Both Duffy and Dennis agree that feedback is the company’s constant source of growth. It challenges everyone to improve and strive for greatness, a place they believe everyone can get to with the proper support. Omada’s own feedback process has been an iterative journey. After beginning with anonymous feedback, they realized anonymity was not conducive to the organization.
“We’ve found that feedback is best when not anonymous,” said Dennis. “Taking ownership of feedback gives employees the keys to the kingdom, limits confusion and provides context to those who are tasked with addressing feedback.”
Omada’s tips and tricks for implementing a feedback culture at your company include the following:
- Clarify expectations clearly and quickly
Define what “great” looks like across roles and outline how to get there.
- Don’t assume — check!
Ensure written feedback aligns with spoken feedback, and ask respondents if they felt comfortable answering questions honestly.

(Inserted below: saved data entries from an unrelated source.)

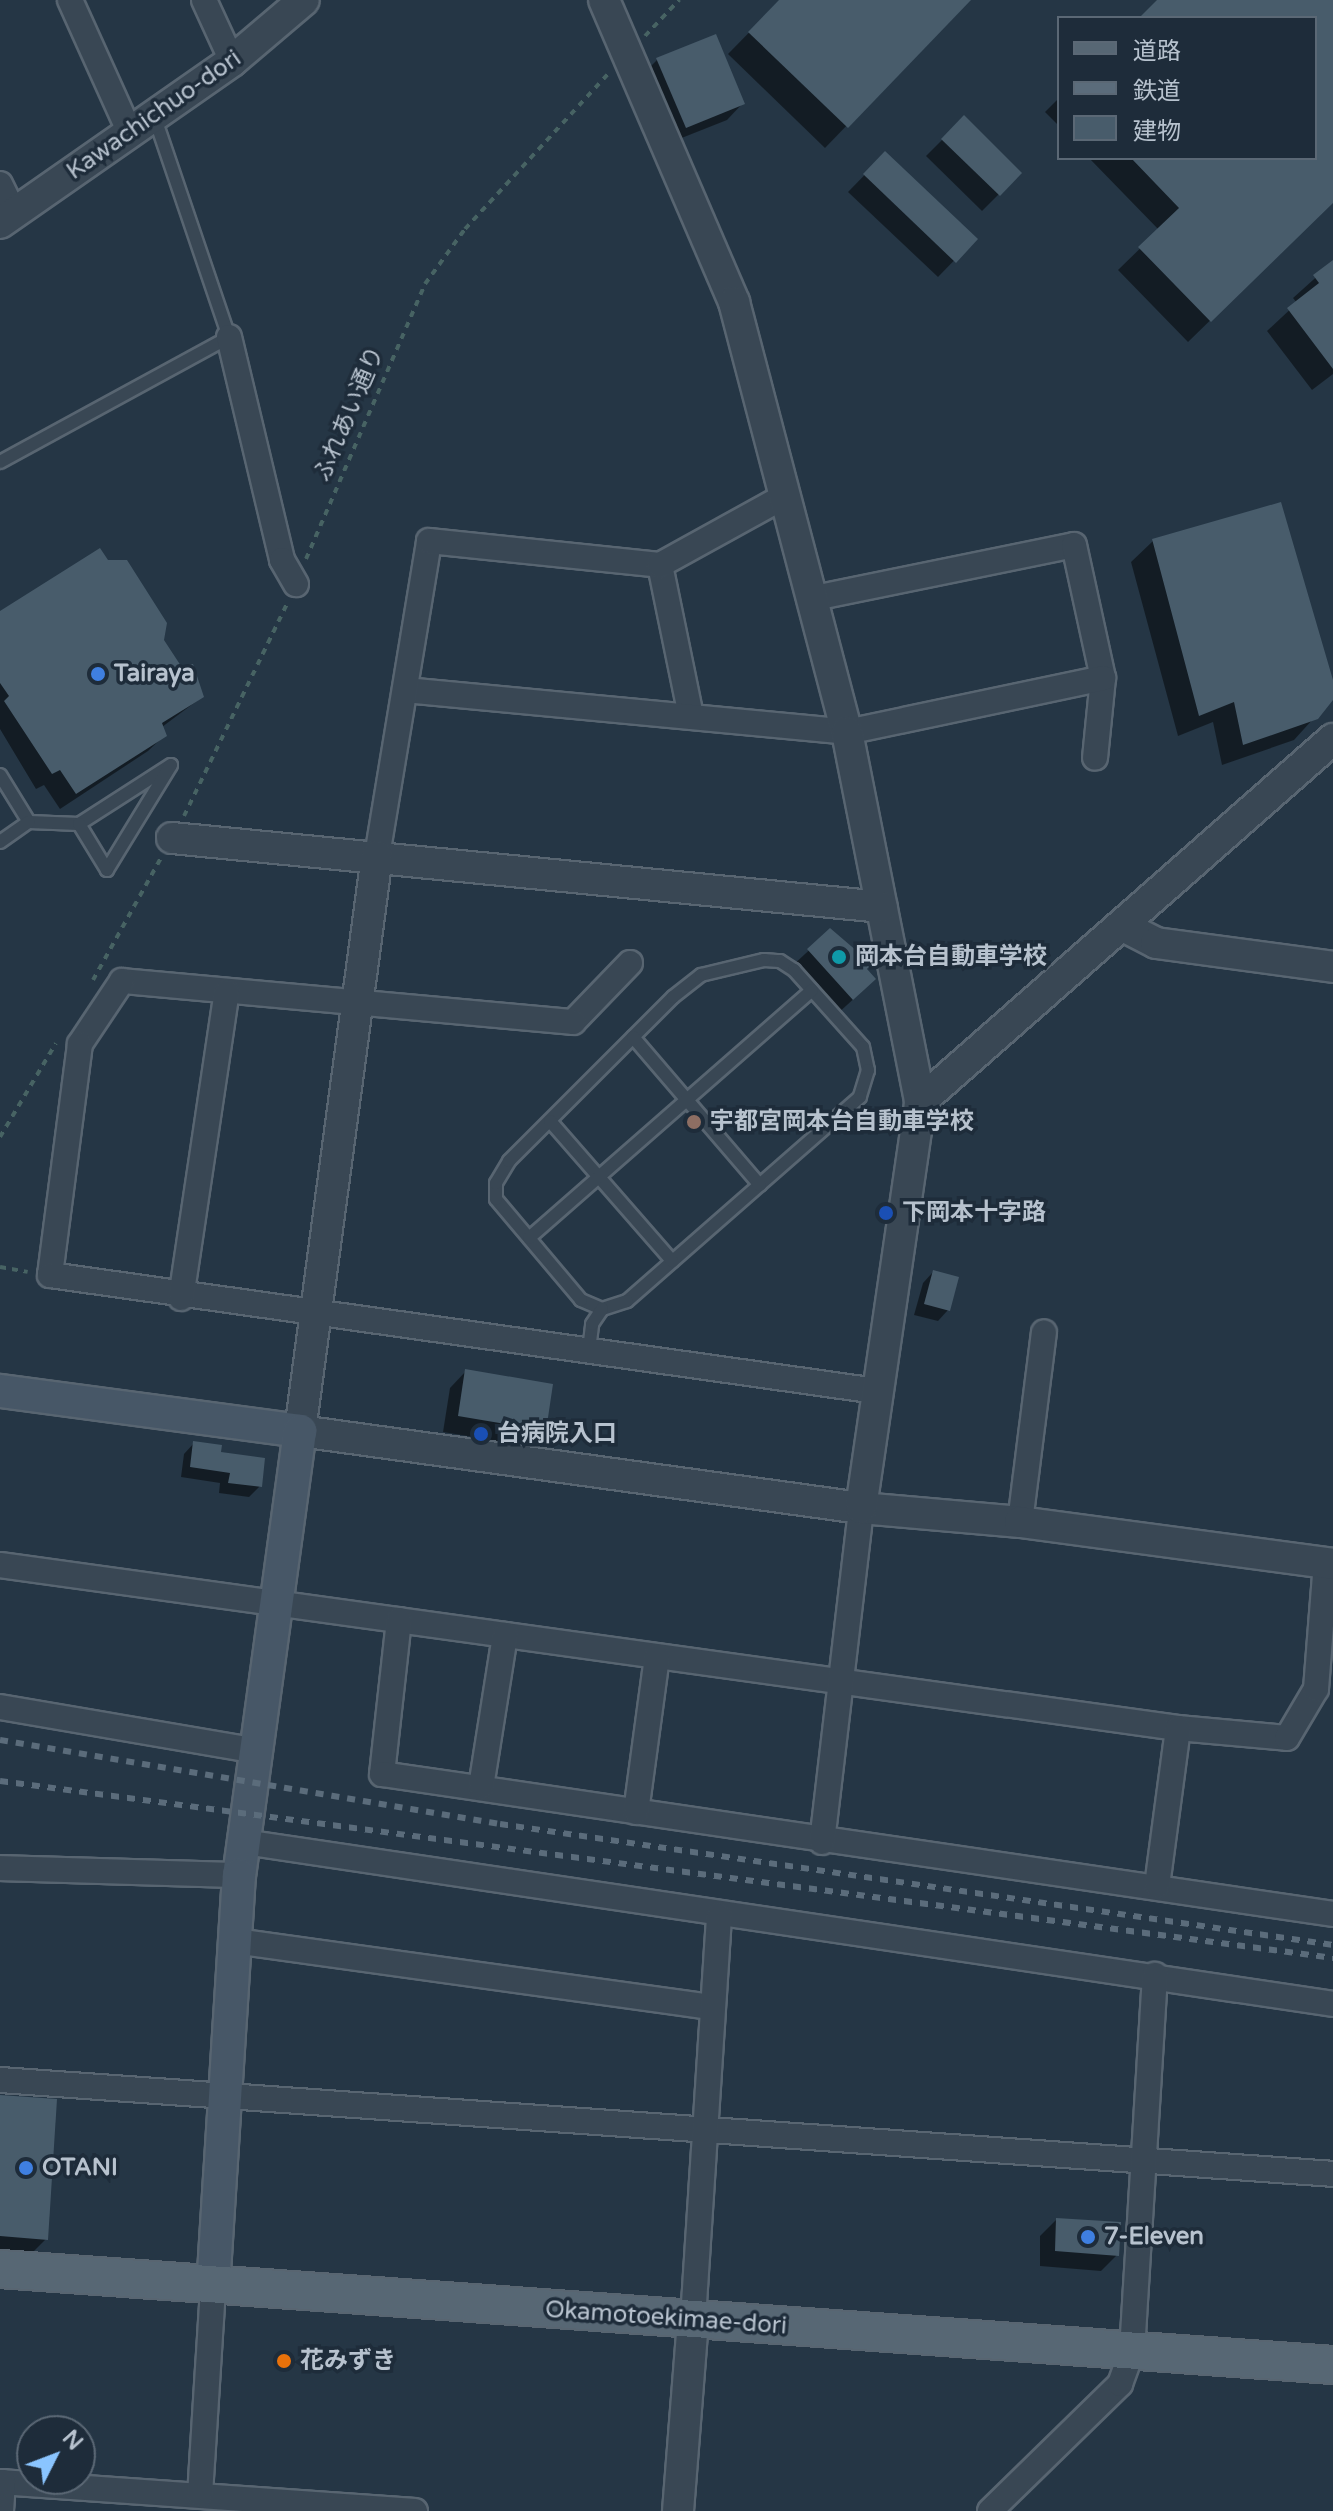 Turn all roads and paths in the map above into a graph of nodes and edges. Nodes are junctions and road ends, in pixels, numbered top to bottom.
1 (70, 0) edge
2 (204, 0) edge
3 (304, 0) edge
4 (604, 0) edge
5 (679, 0) edge
6 (638, 43) dead end
7 (232, 61) junction
8 (617, 64) dead end
9 (142, 125) junction
10 (0, 184) edge
11 (7, 218) edge
12 (229, 337) junction
13 (0, 462) edge
14 (787, 495) junction
15 (660, 565) junction
16 (296, 584) junction
17 (814, 598) junction
18 (1103, 678) junction
19 (405, 690) junction
20 (691, 716) junction
21 (847, 732) junction
22 (1333, 739) edge
23 (1095, 758) dead end
24 (1, 778) edge
25 (29, 822) junction
26 (79, 824) junction
27 (177, 830) joint
28 (0, 842) edge
29 (377, 856) junction
30 (882, 907) junction
31 (1123, 926) junction
32 (630, 963) dead end
33 (1333, 967) edge
34 (812, 990) junction
35 (227, 992) junction
36 (357, 1003) junction
37 (633, 1037) junction
38 (687, 1100) junction
39 (920, 1102) junction
40 (550, 1121) junction
41 (599, 1177) junction
42 (760, 1185) junction
43 (529, 1238) junction
44 (672, 1261) junction
45 (0, 1267) edge
46 (50, 1275) junction
47 (181, 1298) junction
48 (602, 1309) junction
49 (314, 1314) junction
50 (1044, 1333) dead end
51 (589, 1350) junction
52 (0, 1391) edge
53 (876, 1391) junction
54 (300, 1431) junction
55 (861, 1508) junction
56 (1020, 1522) junction
57 (1330, 1564) edge
58 (0, 1565) edge
59 (275, 1601) junction
60 (399, 1620) junction
61 (505, 1635) junction
62 (657, 1656) junction
63 (843, 1680) junction
64 (0, 1707) edge
65 (1178, 1728) junction
66 (258, 1751) junction
67 (481, 1787) junction
68 (636, 1812) junction
69 (244, 1842) junction
70 (822, 1842) junction
71 (0, 1868) edge
72 (239, 1875) junction
73 (1157, 1886) junction
74 (1333, 1914) edge
75 (719, 1916) junction
76 (235, 1941) junction
77 (1155, 1975) junction
78 (1333, 2004) edge
79 (712, 2007) junction
80 (0, 2080) edge
81 (226, 2094) junction
82 (703, 2130) junction
83 (1144, 2161) junction
84 (1333, 2174) edge
85 (0, 2269) edge
86 (213, 2286) junction
87 (693, 2319) junction
88 (1132, 2351) junction
89 (1333, 2365) edge
90 (2, 2482) edge
91 (200, 2495) junction
92 (1, 2511) edge
93 (415, 2511) edge
94 (678, 2511) edge
95 (990, 2511) edge

1 - 9 street
2 - 7 street
3 - 7 street, Kawachichuo-dori
4 - 14 street
5 - 6 path
7 - 9 street, Kawachichuo-dori
8 - 16 path, ふれあい通り
9 - 11 street, Kawachichuo-dori
9 - 12 lane
10 - 11 street
12 - 13 lane
12 - 16 street
14 - 15 street
14 - 17 street
15 - 19 street
15 - 20 street
16 - 27 path, ふれあい通り
17 - 18 street
17 - 21 street
18 - 21 street
18 - 23 street
19 - 20 street
19 - 29 street
20 - 21 street
21 - 30 street
22 - 31 street
24 - 25 lane
25 - 26 lane
25 - 28 lane
26 - 26 lane
27 - 29 street
29 - 30 street
29 - 36 street
30 - 39 street
31 - 33 street
31 - 39 street
32 - 36 street
34 - 37 lane
34 - 38 lane
34 - 42 lane
35 - 36 street
35 - 46 street
35 - 47 street
36 - 49 street
37 - 38 lane
37 - 40 lane
38 - 41 lane
38 - 42 lane
39 - 53 street
40 - 41 lane
40 - 43 lane
41 - 43 lane
41 - 44 lane
42 - 44 lane
43 - 48 lane
44 - 48 lane
45 - 46 path
46 - 47 street
47 - 49 street
48 - 51 lane
49 - 51 street
49 - 54 street
50 - 56 street
51 - 53 street
52 - 54 main road
53 - 55 street
54 - 55 street
54 - 59 main road
55 - 56 street
55 - 63 street
56 - 57 street
57 - 65 street
58 - 59 street
59 - 60 street
59 - 66 main road
60 - 61 street
60 - 67 street
61 - 62 street
61 - 67 street
62 - 63 street
62 - 68 street
63 - 65 street
63 - 70 street
64 - 66 street
65 - 73 street
66 - 69 main road
67 - 68 street
68 - 70 street
69 - 72 main road
69 - 75 street
70 - 73 street
71 - 72 street
72 - 76 main road
73 - 74 street
75 - 77 street
75 - 79 street
76 - 79 street
76 - 81 main road
77 - 78 street
77 - 83 street
79 - 82 street
80 - 81 street
81 - 82 street
81 - 86 main road
82 - 83 street
82 - 87 street
83 - 84 street
83 - 88 street
85 - 86 main road, Okamotoekimae-dori
86 - 87 main road, Okamotoekimae-dori
86 - 91 street
87 - 88 main road, Okamotoekimae-dori
87 - 94 street
88 - 89 main road, Okamotoekimae-dori
88 - 95 street
90 - 91 street
90 - 92 street
91 - 93 street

Strive for specificity when possible to reduce confusion.
- Soothe the amygdala
Providing many ways to give and receive feedback will increase comfort in doing so and help reduce natural biases. Find ways to open everyone up to and support real conversations beyond the feedback cycle. While It’s not always easy to give or receive feedback, it does get better with practice.
- Encourage real time feedback
Feedback is subject to decay; it’s better in the moment vs. months later.
- One size fits no one
The only right answer when it comes to feedback in your organization is what works for you and your employees. Feedback also doesn’t have to be all or nothing.
See more from Illuminate here.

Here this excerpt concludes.